- European PlayStation 2 cover art
- Developer: Neko Entertainment
- Publisher: Ubi Soft
- Director: Laurent Lichnewsky
- Designer: José Afonso
- Programmers: Stéphane Mutel; Patrice Belmonte; Sébastien Lagarde;
- Artist: Sotheara Khem
- Composer: Eric Chevalier
- Platforms: PlayStation 2, GameCube
- Release: PlayStation 2 EU: 4 July 2003; GameCube NA: 8 July 2003; EU: 25 July 2003;
- Genre: Beat 'em up
- Mode: Single-player

= Charlie's Angels (video game) =

2003 video game

Charlie's Angels (Charlie's Angels: Les Anges se Dechainent) is a 2003 beat 'em up video game developed by Neko Entertainment and published by Ubi Soft for the PlayStation 2 and GameCube.

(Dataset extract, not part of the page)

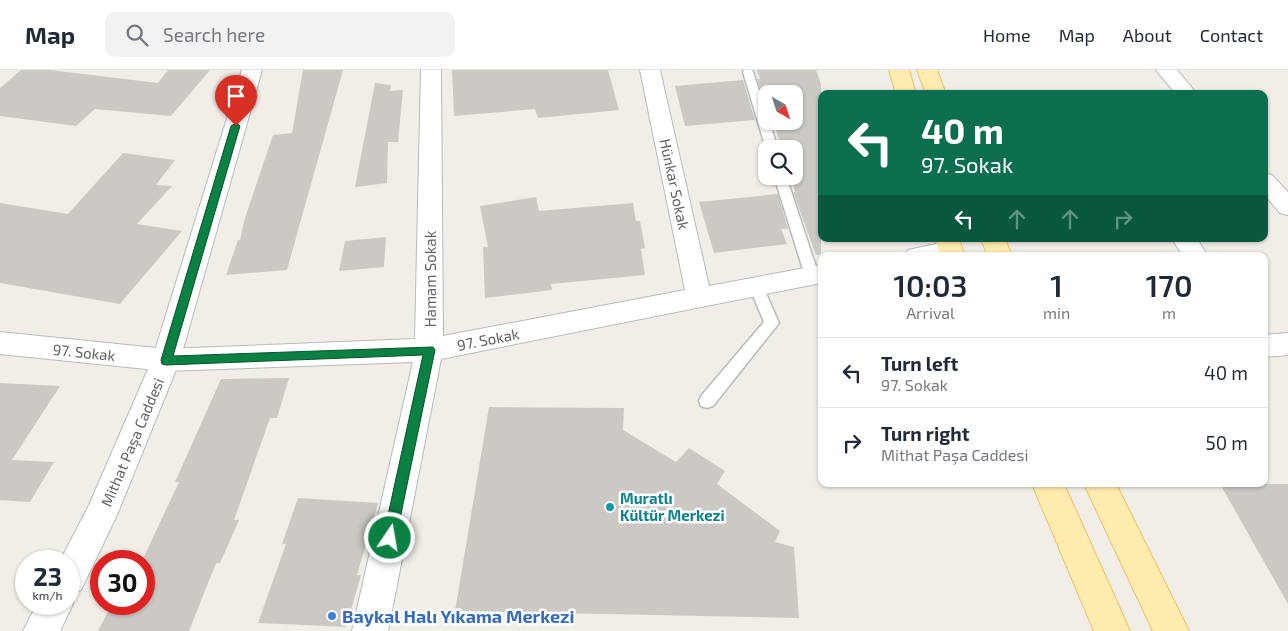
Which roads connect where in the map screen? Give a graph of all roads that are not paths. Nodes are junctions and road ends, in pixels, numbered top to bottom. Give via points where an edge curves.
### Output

Charlie's Angels is based on the 2000 film of the same name, itself based on the original 1970s television series created by Ivan Goff and Ben Roberts. The game follows the continuing adventures of three private investigators, Natalie Cook, Dylan Sanders, and Alex Munday, as they attempt to solve the mystery of a series of missing national monuments. The heroines do not use firearms but can utilize blunt weapons and certain environmental objects.

==Gameplay==
The gameplay is very simple and involves fighting groups of enemies by performing punching and kicking combinations or by using weapons. Each group of enemies must be defeated before the player is allowed to progress through the game. While the player is engaged in a fight, movement to another area is impossible as invisible walls will block their way. It also featured an option to switch from playing one Angel to another. However, this option is not available during a fight and it is not required to complete the game. Occasionally, one Angel must perform a task such as pressing a switch, pulling a lever or accessing a computer so that another Angel is allowed to progress.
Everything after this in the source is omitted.